Data provided.
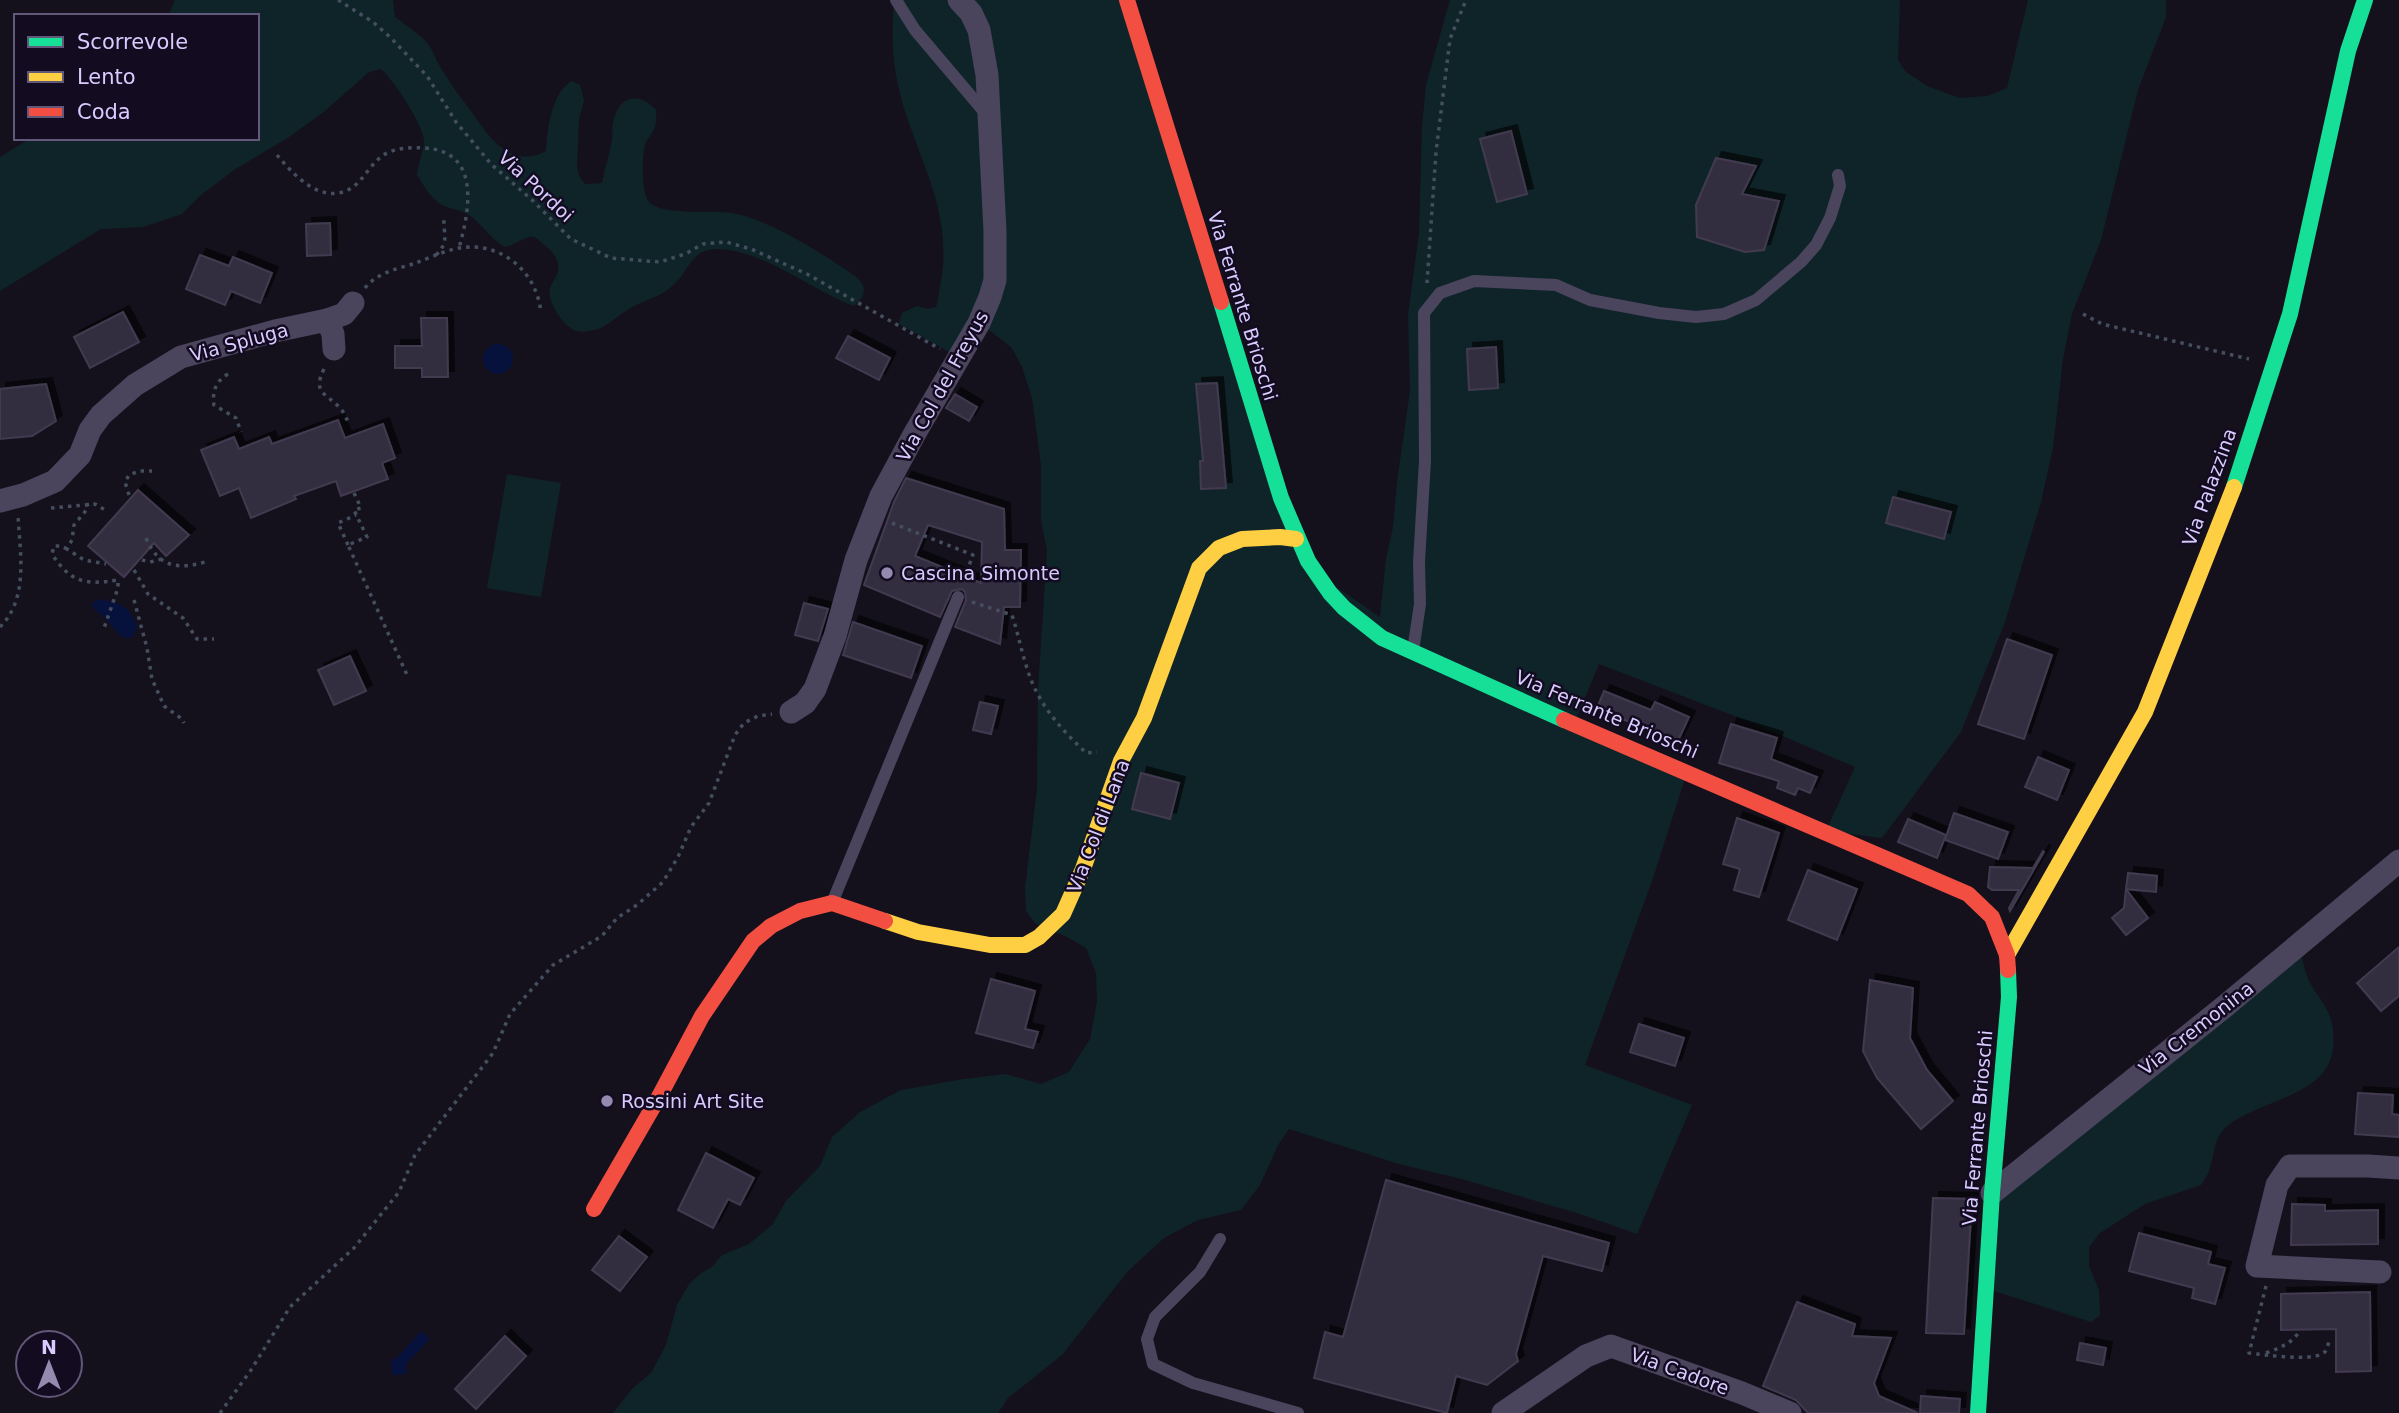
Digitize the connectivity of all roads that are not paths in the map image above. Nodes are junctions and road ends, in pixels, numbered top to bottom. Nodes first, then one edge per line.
1 (896, 0) edge
2 (959, 0) edge
3 (1127, 0) edge
4 (2365, 0) edge
5 (990, 118) junction
6 (1838, 175) dead end
7 (353, 303) road end
8 (327, 320) junction
9 (334, 349) road end
10 (19, 495) edge
11 (1296, 539) junction
12 (958, 597) road end
13 (1413, 652) junction
14 (791, 712) road end
15 (2399, 861) edge
16 (832, 903) junction
17 (2007, 955) junction
18 (633, 1142) junction
19 (609, 1146) dead end
20 (2399, 1168) edge
21 (1992, 1193) junction
22 (594, 1209) dead end
23 (1220, 1239) dead end
24 (2380, 1272) dead end
25 (1298, 1413) edge
26 (1503, 1413) edge
27 (1790, 1413) edge
28 (1978, 1413) edge

1 - 5 lane
2 - 5 street, Via Col del Freyus
3 - 11 street, Via Ferrante Brioschi
4 - 17 street, Via Palazzina
5 - 14 street, Via Col del Freyus
6 - 13 lane
7 - 8 street, Via Spluga
8 - 9 street
8 - 10 street, Via Spluga
11 - 13 street, Via Ferrante Brioschi
11 - 16 street, Via Col di Lana
12 - 16 lane
13 - 17 street, Via Ferrante Brioschi
15 - 21 street, Via Cremonina
16 - 18 street
17 - 21 street, Via Ferrante Brioschi
18 - 19 street
18 - 22 street
20 - 24 street
21 - 28 street, Via Ferrante Brioschi
23 - 25 lane
26 - 27 street, Via Cadore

Work request. Reply with nothing but the number of lines in the listing that include "Ferrante".

Written solution. 5